• **Action item**
Note each line of the entries that includes "main". Then copy those lines.

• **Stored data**
================================

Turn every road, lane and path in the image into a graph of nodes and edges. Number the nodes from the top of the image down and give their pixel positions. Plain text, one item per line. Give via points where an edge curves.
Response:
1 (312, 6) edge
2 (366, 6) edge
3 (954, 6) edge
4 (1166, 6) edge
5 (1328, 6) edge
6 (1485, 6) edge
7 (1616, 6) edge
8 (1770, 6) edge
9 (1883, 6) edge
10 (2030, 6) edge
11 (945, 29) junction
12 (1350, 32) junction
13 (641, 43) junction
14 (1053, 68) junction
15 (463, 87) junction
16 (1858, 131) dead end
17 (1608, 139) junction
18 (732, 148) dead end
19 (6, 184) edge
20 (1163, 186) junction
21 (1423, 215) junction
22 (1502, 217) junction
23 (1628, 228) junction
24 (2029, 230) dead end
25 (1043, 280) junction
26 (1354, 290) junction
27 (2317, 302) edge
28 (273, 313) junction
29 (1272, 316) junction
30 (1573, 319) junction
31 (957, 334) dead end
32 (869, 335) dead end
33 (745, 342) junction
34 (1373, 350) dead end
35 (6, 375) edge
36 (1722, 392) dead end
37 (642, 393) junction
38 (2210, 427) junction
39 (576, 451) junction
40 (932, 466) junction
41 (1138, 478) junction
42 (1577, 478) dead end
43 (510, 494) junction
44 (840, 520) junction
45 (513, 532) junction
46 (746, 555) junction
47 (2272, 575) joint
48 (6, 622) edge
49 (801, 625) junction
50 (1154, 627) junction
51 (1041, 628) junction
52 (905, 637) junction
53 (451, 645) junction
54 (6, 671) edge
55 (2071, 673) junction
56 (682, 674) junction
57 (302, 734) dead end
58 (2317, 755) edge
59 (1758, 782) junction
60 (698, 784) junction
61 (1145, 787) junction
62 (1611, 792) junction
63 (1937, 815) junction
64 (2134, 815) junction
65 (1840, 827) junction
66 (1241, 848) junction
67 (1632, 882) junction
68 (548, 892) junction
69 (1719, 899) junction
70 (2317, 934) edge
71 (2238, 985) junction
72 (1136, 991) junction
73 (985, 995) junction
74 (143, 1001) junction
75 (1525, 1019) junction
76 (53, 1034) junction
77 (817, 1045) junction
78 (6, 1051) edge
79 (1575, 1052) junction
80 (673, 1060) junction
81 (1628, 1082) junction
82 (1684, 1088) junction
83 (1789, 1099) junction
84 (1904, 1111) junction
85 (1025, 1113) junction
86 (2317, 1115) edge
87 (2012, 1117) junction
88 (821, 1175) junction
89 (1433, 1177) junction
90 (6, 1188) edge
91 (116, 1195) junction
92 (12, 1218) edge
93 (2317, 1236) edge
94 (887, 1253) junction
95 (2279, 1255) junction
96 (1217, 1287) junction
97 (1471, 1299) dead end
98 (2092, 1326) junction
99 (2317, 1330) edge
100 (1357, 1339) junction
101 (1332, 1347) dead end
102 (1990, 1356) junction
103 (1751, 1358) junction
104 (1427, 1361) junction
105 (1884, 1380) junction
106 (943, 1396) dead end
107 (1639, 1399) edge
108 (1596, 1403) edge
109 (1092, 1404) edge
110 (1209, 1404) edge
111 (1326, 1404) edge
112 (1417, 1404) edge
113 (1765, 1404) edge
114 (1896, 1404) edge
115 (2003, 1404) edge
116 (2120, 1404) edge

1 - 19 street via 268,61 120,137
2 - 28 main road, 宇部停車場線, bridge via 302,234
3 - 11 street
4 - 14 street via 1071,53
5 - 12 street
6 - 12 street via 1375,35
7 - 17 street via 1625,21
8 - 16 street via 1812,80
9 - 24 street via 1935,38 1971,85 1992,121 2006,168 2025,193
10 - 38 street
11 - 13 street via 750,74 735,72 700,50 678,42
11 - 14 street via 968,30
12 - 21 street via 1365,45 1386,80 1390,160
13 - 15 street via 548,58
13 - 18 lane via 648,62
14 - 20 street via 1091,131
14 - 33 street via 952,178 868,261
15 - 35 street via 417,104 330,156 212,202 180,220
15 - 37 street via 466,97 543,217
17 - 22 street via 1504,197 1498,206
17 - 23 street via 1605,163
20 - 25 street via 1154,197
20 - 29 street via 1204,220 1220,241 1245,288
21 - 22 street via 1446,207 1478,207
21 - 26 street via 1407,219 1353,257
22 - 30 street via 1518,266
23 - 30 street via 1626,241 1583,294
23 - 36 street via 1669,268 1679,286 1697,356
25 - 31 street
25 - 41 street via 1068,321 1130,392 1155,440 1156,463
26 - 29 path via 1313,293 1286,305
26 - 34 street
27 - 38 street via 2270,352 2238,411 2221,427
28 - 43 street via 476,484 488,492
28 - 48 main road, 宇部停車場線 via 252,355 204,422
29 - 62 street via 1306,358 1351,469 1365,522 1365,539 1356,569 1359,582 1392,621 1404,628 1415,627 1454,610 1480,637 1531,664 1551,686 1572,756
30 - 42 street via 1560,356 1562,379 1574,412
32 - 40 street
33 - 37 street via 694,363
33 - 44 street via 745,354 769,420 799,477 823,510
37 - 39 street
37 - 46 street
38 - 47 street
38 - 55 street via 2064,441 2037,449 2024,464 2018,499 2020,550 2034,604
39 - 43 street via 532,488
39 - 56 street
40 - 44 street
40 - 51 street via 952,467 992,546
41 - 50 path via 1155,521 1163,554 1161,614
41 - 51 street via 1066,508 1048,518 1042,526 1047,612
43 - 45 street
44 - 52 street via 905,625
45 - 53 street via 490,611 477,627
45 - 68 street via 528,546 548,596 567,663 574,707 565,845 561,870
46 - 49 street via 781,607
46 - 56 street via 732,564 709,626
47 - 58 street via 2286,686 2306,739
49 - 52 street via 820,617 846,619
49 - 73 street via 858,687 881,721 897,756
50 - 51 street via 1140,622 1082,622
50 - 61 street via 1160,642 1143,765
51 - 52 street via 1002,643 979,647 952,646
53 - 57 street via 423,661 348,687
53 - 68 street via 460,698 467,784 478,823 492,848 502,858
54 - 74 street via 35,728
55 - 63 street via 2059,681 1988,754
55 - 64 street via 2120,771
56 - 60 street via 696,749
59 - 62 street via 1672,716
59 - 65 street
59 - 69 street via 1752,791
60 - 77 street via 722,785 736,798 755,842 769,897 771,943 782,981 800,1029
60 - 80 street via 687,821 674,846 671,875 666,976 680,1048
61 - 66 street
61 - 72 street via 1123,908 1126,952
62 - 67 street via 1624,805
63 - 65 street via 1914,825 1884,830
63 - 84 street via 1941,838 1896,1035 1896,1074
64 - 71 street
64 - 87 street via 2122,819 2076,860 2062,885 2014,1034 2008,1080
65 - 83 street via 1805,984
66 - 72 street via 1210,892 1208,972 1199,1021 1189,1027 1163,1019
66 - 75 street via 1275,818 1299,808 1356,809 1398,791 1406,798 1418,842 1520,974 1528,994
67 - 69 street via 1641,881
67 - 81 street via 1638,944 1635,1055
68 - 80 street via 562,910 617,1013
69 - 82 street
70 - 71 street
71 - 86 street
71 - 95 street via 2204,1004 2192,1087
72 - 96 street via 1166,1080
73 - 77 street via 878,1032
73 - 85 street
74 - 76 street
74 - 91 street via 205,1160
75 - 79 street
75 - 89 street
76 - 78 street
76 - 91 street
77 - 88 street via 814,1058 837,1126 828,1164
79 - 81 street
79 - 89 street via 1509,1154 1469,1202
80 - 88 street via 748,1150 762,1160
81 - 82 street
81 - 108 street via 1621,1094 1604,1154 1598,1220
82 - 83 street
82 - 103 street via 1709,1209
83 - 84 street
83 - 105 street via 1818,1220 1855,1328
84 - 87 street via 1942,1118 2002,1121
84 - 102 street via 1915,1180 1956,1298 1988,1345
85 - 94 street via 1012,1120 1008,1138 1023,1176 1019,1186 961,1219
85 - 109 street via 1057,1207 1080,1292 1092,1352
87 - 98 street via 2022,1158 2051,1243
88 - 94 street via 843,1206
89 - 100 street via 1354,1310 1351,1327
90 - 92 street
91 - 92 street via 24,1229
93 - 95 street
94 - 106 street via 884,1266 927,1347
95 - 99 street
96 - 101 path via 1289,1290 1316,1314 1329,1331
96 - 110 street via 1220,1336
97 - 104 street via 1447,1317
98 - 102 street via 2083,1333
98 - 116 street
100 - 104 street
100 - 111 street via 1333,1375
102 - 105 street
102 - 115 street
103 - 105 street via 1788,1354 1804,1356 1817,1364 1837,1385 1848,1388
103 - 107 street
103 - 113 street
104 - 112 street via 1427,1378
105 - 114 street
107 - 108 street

================================

• **Response below**
2 - 28 main road, 宇部停車場線, bridge via 302,234
28 - 48 main road, 宇部停車場線 via 252,355 204,422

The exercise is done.